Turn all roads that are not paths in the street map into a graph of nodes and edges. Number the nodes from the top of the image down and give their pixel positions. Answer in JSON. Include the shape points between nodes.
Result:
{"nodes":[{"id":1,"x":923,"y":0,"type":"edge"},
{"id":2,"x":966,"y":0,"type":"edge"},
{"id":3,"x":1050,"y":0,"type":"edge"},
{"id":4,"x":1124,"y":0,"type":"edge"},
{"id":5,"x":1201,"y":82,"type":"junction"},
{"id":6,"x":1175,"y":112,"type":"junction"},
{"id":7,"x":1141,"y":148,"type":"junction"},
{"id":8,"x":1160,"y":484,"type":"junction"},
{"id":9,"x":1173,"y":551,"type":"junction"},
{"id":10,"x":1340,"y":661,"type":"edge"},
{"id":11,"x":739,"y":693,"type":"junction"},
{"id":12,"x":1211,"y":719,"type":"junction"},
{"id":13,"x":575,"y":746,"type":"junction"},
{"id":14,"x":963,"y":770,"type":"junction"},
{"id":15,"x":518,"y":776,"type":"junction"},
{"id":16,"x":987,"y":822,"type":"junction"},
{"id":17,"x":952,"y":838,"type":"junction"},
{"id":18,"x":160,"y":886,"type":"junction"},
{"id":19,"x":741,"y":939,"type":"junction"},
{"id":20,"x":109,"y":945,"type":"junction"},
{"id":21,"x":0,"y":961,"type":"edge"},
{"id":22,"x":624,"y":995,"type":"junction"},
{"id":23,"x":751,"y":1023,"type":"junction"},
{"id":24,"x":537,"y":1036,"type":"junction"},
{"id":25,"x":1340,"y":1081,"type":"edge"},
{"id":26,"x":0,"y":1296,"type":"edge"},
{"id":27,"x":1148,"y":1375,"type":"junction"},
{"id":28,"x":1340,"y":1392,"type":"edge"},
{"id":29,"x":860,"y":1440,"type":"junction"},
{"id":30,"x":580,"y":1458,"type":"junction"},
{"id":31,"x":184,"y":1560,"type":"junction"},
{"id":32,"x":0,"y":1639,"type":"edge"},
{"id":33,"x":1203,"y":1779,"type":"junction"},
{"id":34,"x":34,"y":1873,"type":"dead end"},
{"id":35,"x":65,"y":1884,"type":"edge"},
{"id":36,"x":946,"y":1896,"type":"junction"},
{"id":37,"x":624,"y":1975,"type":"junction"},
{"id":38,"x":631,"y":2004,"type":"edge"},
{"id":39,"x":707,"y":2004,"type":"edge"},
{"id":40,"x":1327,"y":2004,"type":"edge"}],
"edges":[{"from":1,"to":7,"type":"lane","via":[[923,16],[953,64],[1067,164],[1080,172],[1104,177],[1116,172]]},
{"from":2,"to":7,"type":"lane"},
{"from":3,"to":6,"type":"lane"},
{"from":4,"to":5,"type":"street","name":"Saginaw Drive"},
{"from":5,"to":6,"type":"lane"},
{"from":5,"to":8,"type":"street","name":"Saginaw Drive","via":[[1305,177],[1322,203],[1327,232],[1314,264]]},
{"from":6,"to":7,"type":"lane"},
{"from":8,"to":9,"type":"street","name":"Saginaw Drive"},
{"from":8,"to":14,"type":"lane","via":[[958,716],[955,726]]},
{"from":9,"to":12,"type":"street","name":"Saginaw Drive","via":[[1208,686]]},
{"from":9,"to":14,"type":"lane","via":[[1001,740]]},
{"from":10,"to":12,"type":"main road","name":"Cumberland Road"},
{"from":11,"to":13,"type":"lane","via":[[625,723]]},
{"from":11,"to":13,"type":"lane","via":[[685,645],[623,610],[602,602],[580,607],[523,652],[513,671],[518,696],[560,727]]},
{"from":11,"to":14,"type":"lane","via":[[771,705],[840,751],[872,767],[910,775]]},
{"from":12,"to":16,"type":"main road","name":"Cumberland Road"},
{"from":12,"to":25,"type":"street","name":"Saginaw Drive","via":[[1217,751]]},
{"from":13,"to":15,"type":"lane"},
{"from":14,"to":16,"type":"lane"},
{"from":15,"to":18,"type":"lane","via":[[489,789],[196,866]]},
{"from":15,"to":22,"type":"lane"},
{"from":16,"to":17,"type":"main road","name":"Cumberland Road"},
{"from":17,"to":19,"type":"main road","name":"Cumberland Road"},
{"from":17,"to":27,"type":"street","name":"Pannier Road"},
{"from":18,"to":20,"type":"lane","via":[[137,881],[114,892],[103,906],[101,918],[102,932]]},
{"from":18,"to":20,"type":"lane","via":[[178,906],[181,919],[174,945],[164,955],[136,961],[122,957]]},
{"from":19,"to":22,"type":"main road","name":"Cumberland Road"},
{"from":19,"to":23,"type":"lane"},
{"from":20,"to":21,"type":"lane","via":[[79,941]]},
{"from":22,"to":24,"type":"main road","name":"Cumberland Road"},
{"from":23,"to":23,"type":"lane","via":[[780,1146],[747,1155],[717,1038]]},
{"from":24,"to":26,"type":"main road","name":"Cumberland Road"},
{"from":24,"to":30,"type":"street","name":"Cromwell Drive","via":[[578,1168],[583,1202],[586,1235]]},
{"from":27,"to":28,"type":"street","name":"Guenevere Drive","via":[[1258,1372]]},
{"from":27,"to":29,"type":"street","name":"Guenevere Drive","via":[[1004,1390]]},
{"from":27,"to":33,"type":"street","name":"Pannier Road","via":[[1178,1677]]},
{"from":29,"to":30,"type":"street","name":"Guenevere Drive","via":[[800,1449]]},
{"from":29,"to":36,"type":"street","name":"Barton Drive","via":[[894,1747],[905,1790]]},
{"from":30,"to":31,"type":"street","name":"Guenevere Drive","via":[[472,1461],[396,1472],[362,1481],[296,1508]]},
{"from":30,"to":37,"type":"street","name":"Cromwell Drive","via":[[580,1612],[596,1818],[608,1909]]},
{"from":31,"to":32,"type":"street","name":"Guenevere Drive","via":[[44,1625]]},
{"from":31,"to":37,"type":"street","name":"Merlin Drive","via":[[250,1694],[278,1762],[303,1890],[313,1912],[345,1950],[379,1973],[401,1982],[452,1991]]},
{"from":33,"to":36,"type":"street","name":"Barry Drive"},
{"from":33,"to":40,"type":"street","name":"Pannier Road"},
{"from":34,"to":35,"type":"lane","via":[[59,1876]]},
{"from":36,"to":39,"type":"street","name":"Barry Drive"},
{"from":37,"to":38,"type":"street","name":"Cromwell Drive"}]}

════

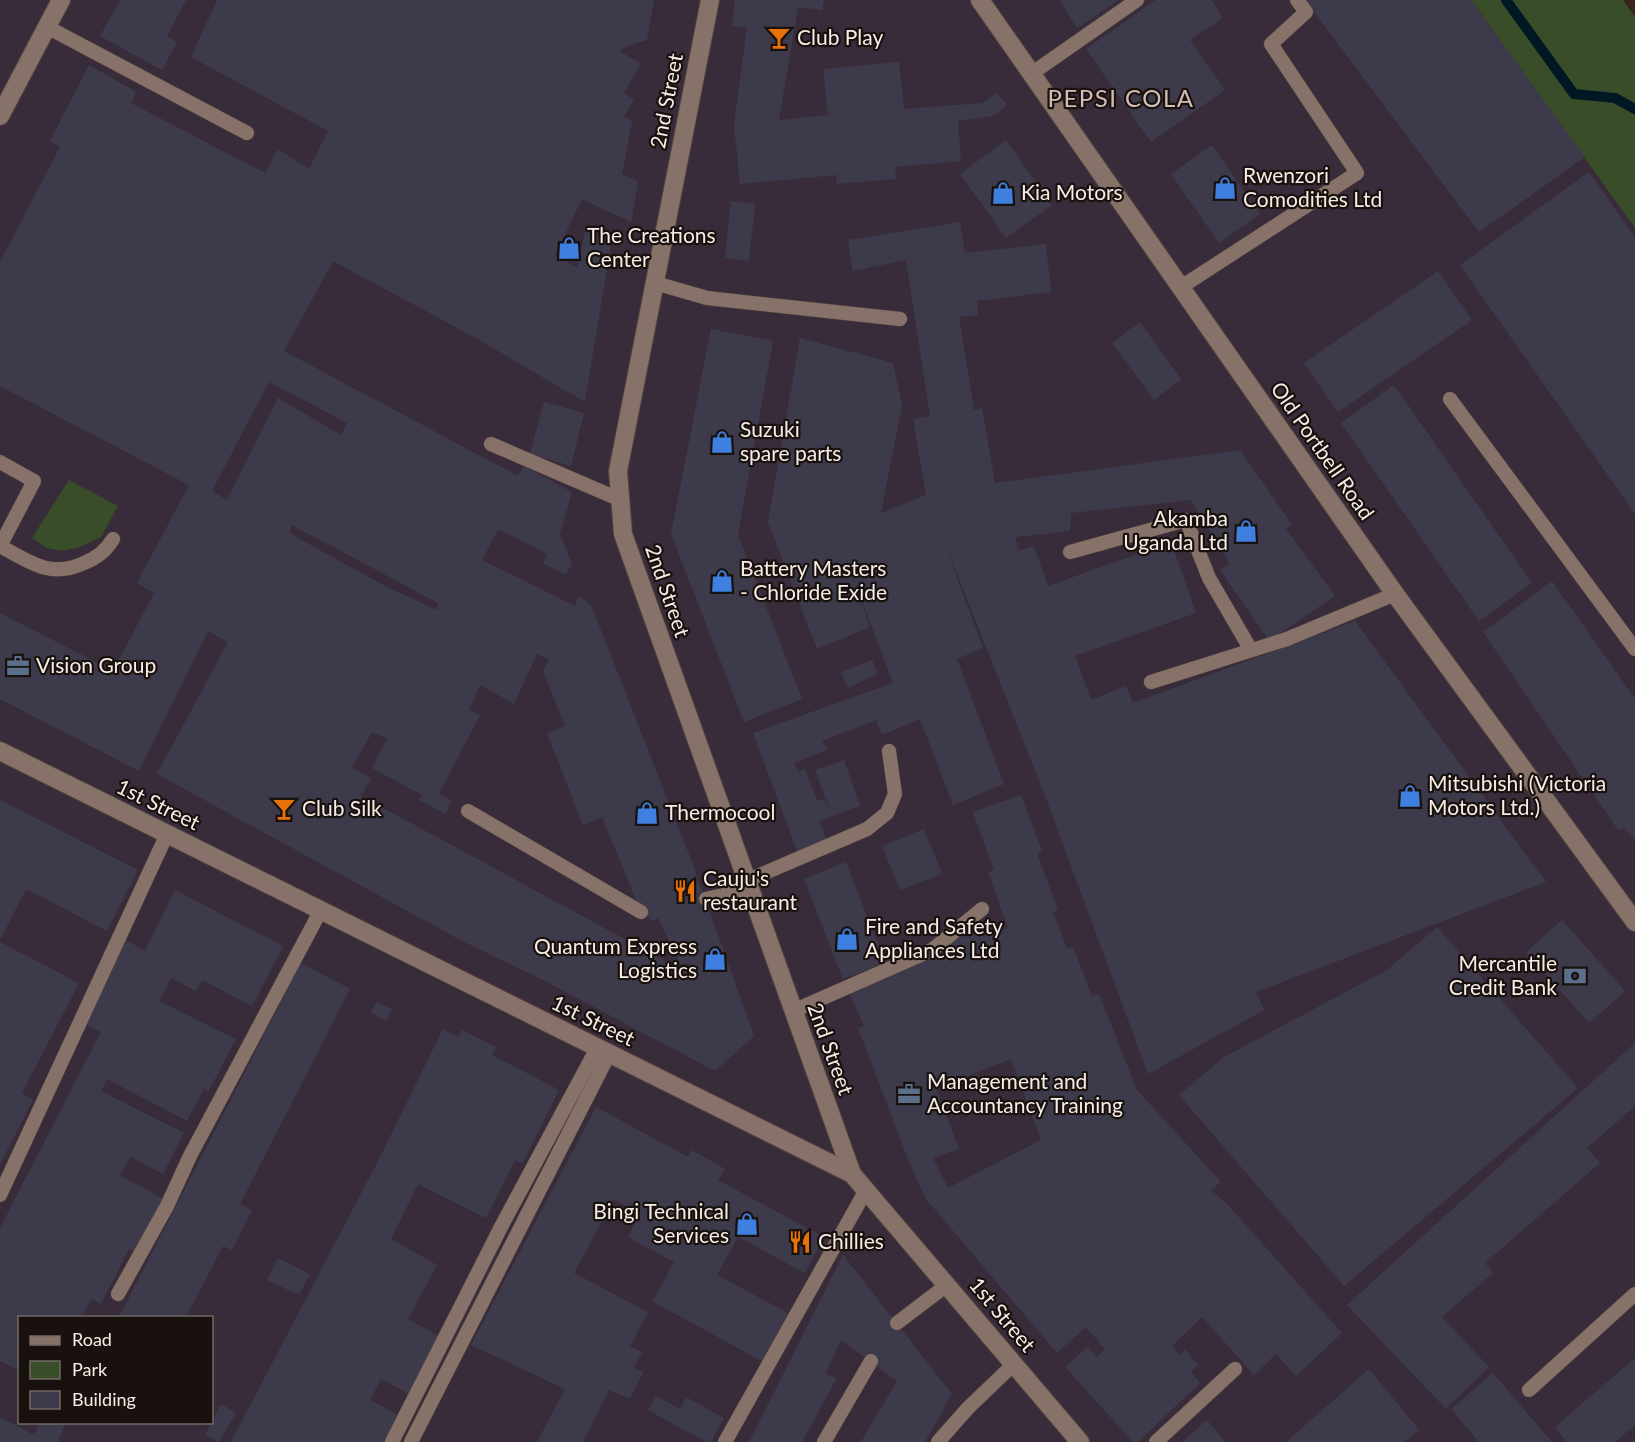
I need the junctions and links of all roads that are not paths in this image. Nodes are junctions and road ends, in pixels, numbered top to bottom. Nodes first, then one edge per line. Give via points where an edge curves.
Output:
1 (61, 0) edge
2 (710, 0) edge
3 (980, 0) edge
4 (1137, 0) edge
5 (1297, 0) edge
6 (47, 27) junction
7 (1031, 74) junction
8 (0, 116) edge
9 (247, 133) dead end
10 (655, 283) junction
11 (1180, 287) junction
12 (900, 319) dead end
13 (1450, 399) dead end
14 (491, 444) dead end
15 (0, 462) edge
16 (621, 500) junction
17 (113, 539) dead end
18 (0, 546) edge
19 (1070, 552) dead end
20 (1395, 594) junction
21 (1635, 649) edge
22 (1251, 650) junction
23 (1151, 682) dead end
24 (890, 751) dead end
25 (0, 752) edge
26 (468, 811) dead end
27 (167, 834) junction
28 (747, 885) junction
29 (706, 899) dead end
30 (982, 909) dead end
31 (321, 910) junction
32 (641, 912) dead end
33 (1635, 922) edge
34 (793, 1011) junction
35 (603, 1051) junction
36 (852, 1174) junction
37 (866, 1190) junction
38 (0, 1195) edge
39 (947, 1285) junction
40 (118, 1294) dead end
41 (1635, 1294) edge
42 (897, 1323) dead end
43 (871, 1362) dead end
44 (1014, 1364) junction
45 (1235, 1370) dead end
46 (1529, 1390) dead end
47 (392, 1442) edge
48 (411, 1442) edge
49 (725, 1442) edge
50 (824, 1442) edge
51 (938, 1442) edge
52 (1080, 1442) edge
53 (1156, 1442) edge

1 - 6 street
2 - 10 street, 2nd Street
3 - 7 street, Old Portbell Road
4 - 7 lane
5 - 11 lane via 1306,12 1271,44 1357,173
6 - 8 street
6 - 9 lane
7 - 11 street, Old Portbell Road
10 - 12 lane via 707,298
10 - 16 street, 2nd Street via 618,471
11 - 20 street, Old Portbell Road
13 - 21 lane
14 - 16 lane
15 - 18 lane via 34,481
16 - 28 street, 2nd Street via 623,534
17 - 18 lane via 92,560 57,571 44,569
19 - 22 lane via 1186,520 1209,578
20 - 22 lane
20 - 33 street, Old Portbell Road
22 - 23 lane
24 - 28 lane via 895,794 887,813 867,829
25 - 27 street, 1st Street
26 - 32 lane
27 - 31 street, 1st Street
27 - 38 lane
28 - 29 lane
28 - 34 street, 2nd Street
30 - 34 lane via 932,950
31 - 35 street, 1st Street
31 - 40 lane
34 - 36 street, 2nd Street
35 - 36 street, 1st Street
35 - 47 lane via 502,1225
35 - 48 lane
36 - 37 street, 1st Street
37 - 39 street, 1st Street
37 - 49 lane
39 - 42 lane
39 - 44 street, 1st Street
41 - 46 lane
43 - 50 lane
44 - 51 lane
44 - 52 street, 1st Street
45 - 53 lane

════

#### DIRECTIONS FOR THIS TASK
Find the lines in the records that contain the word "paths", then copy every one of them.

#### REPLY
Turn all roads that are not paths in the street map into a graph of nodes and edges. Number the nodes from the top of the image down and give their pixel positions. Answer in JSON. Include the shape points between nodes.
I need the junctions and links of all roads that are not paths in this image. Nodes are junctions and road ends, in pixels, numbered top to bottom. Nodes first, then one edge per line. Give via points where an edge curves.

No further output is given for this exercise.